A Promotoria do Ministério Público faz uma análise também sobre o argumento apresentado pela Petrobras em relação ao critério de localização utilizado para definir o marco zero das operações contratadas.

"A peça de bloqueio sustenta que o marco zero para o cálculo da OPEX seria o Farol de São Tomé localizado no Município de Campos dos Goytacazes. Inicialmente, vale observar que, de uma análise superficial, chega-se à conclusão lógica de que o Município de São João da Barra, vizinho ao de Campos dos Goytacazes, não poderia também ser tido como marco zero, considerando que as distâncias entre os municípios e as unidades marítimas não poderiam ser exatamente as mesmas". O trecho foi reescrito do relatório do Ministério Público.

A manifestação do MP aponta ainda que os critérios operacionais da Petrobras também levam em consideração a localização do Parque de Tubos, situado em Imboassica, em Macaé.

"Analisando o conteúdo dos autos, verifica-se que a posição geográfica, delimitada como critério de julgamento às fl. 266, compreende a distância entre as unidades de operação e a opção portuária, e entre esta e o parque de tubos localizado no Município de Macaé". É o que registrou a Promotoria.

No relatório, o Ministério Público aponta ainda irregularidade na participação de uma empresa convidada pela Petrobras para a concorrência. De acordo com o documento, a companhia não estava apta a participar do processo diante dos critérios definidos pela própria estatal.

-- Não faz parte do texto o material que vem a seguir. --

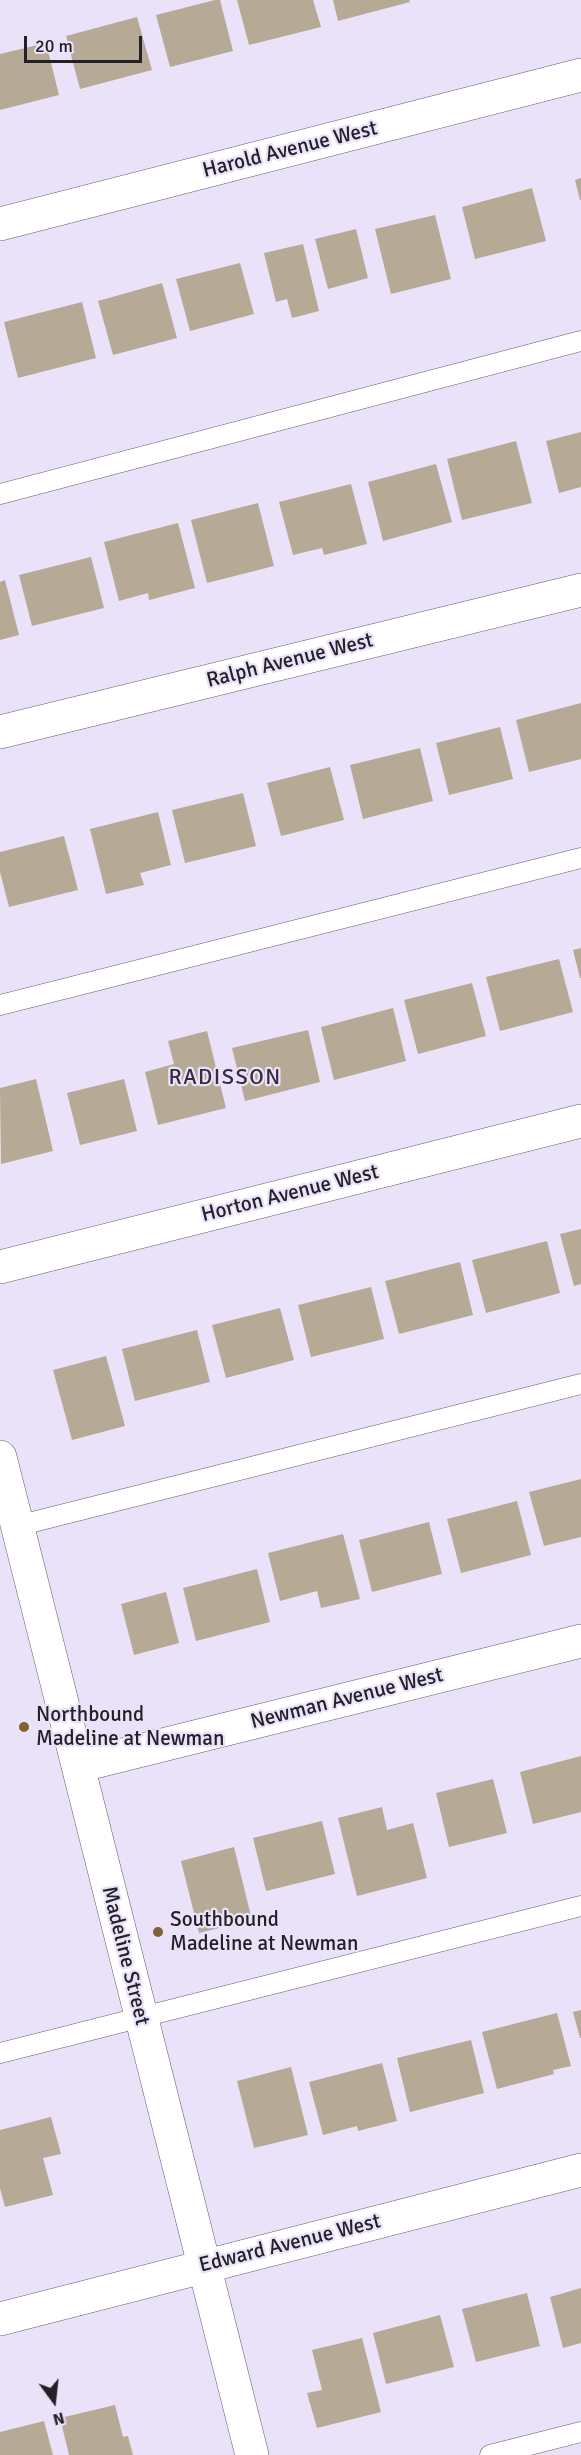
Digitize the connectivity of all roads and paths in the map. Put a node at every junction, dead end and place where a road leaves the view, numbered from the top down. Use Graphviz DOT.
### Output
graph roads {
  1 [pos="581,75"];
  2 [pos="0,225"];
  3 [pos="581,341"];
  4 [pos="0,494"];
  5 [pos="581,590"];
  6 [pos="0,732"];
  7 [pos="581,858"];
  8 [pos="0,1005"];
  9 [pos="581,1121"];
  10 [pos="0,1267"];
  11 [pos="581,1384"];
  12 [pos="0,1457"];
  13 [pos="17,1526"];
  14 [pos="581,1641"];
  15 [pos="78,1766"];
  16 [pos="581,1906"];
  17 [pos="140,2017"];
  18 [pos="0,2054"];
  19 [pos="581,2170"];
  20 [pos="202,2266"];
  21 [pos="0,2319"];
  22 [pos="581,2432"];
  23 [pos="252,2455"];
  24 [pos="490,2455"];
  1 -- 2 [label="street, Harold Avenue West"];
  3 -- 4 [label="lane"];
  5 -- 6 [label="street, Ralph Avenue West"];
  7 -- 8 [label="lane"];
  9 -- 10 [label="street, Horton Avenue West"];
  11 -- 13 [label="lane"];
  12 -- 13 [label="street, Madeline Street"];
  13 -- 15 [label="street, Madeline Street"];
  14 -- 15 [label="street, Newman Avenue West"];
  15 -- 17 [label="street, Madeline Street"];
  16 -- 17 [label="lane"];
  17 -- 18 [label="lane"];
  17 -- 20 [label="street, Madeline Street"];
  19 -- 20 [label="street, Edward Avenue West"];
  20 -- 21 [label="street, Edward Avenue West"];
  20 -- 23 [label="street, Madeline Street"];
  22 -- 24 [label="lane"];
}
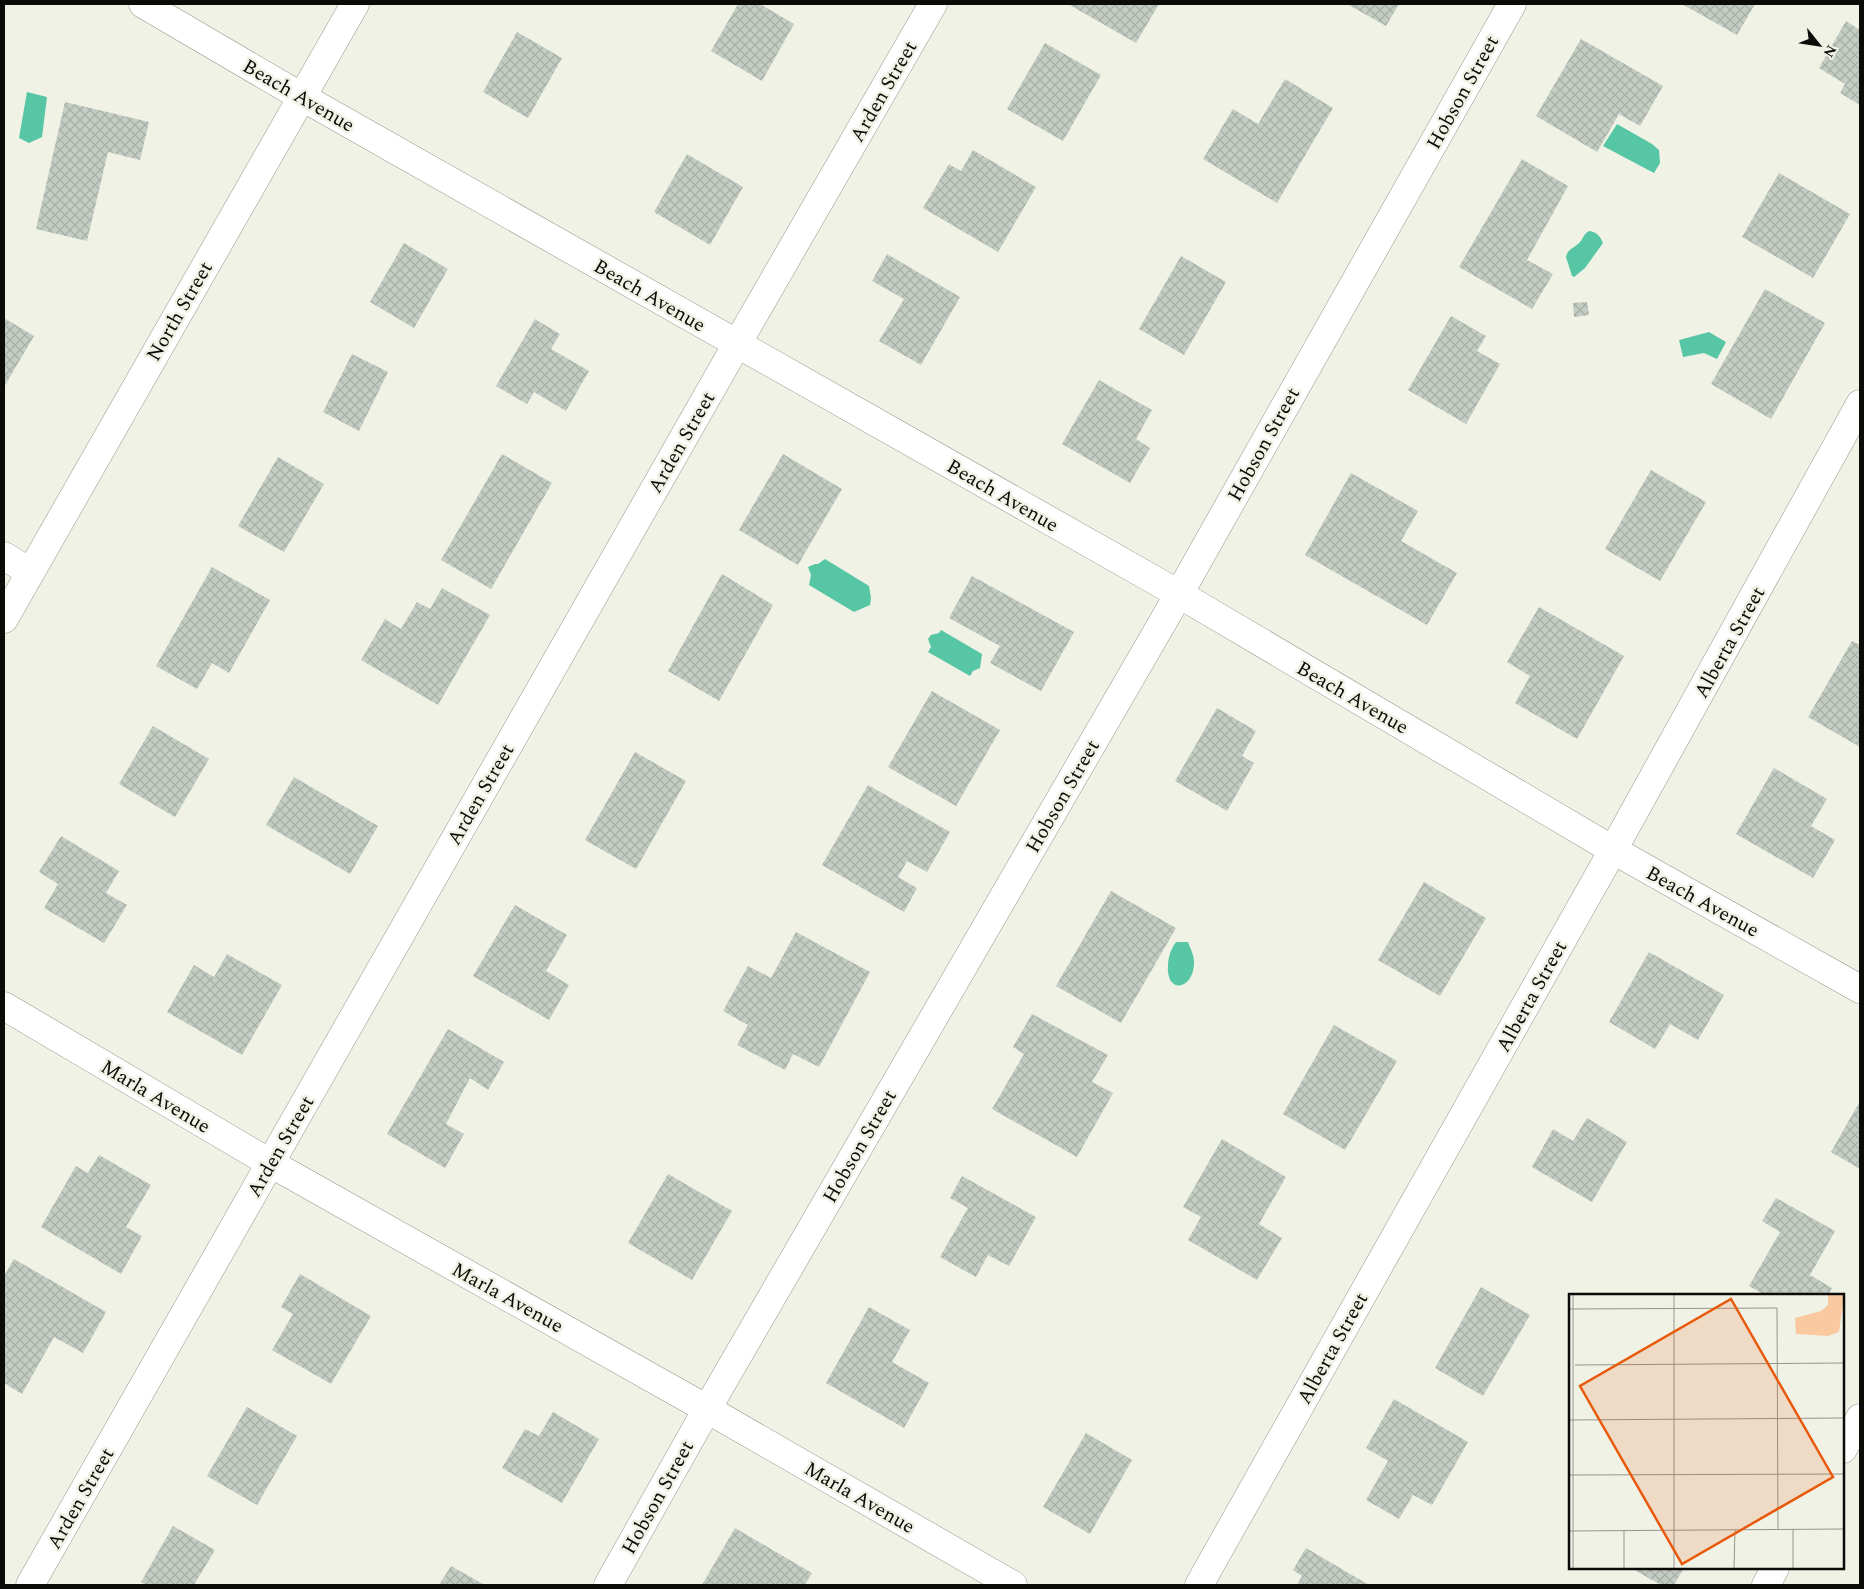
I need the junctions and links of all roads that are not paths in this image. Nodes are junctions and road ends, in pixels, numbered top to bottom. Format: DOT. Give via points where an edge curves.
graph roads {
  1 [pos="143,4"];
  2 [pos="355,4"];
  3 [pos="933,4"];
  4 [pos="1512,4"];
  5 [pos="302,97"];
  6 [pos="737,344"];
  7 [pos="1860,404"];
  8 [pos="4,556"];
  9 [pos="30,572"];
  10 [pos="1179,594"];
  11 [pos="4,619"];
  12 [pos="1613,850"];
  13 [pos="1860,989"];
  14 [pos="4,1006"];
  15 [pos="270,1163"];
  16 [pos="708,1409"];
  17 [pos="1860,1418"];
  18 [pos="1844,1447"];
  19 [pos="1774,1569"];
  20 [pos="30,1585"];
  21 [pos="608,1585"];
  22 [pos="1013,1585"];
  23 [pos="1199,1585"];
  24 [pos="1766,1585"];
  1 -- 5 [label="street, Beach Avenue"];
  2 -- 5 [label="street, North Street"];
  3 -- 6 [label="street, Arden Street"];
  4 -- 10 [label="street, Hobson Street"];
  5 -- 6 [label="street, Beach Avenue"];
  5 -- 9 [label="street, North Street"];
  6 -- 10 [label="street, Beach Avenue"];
  6 -- 15 [label="street, Arden Street"];
  7 -- 12 [label="street, Alberta Street"];
  8 -- 9 [label="street"];
  9 -- 11 [label="street, North Street"];
  10 -- 12 [label="street, Beach Avenue"];
  10 -- 16 [label="street, Hobson Street"];
  12 -- 13 [label="street, Beach Avenue"];
  12 -- 23 [label="street, Alberta Street"];
  14 -- 15 [label="street, Marla Avenue"];
  15 -- 16 [label="street, Marla Avenue"];
  15 -- 20 [label="street, Arden Street"];
  16 -- 21 [label="street, Hobson Street"];
  16 -- 22 [label="street, Marla Avenue"];
  17 -- 18 [label="street"];
  19 -- 24 [label="street"];
}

No trecho final do relatório, o MP aponta o descumprimento da Petrobras de não ter apresentado o processo administrativo licitatório na íntegra, o que desrespeita a decisão emitida pelo juiz da 2ª Vara Cível de Macaé.

"Diante do exposto, conclui-se que a manutenção da liminar, que determinou a suspensão do procedimento licitatório, é medida que se impõe face os indícios de irregularidades evidenciados nos autos. Ademais, como bem asseverado pelo douto juízo, ao conceder a medida liminar, inexiste prejuízo reverso em razão do prazo de 540 dias para início da prestação dos serviços".
O parecer do MP foi assinado pelo Promotor de Justiça no dia 17 de dezembro de 2014, dois dias depois do despacho assinado pelo desembargador do Tribunal de Justiça.

Em nota de esclarecimento emitida no fim da tarde da última quinta-feira (8), a Petrobras informou: "A licitação dos seis berços, que havia sido interrompida por conta de liminar emitida pelo Juiz da 2ª Vara Cível de Macaé após Ação Cautelar impetrada pela Prefeitura do Município, foi retomada na segunda quinzena de dezembro, depois de concedido um efeito suspensivo pelo desembargador da 21ª Câmara Cível do Tribunal de Justiça do Rio de Janeiro".

Também na nota, a companhia informou que: "Pelo cronograma atual, a Petrobras espera assinar o contrato com o vencedor da licitação até o final do primeiro trimestre de 2015".
A prefeitura de Macaé afirmou que já está ciente da manifestação do MP, e que anexará o parecer ao recurso preparado para ser impetrado junto ao Tribunal de Justiça do Estado do Rio de Janeiro na próxima semana.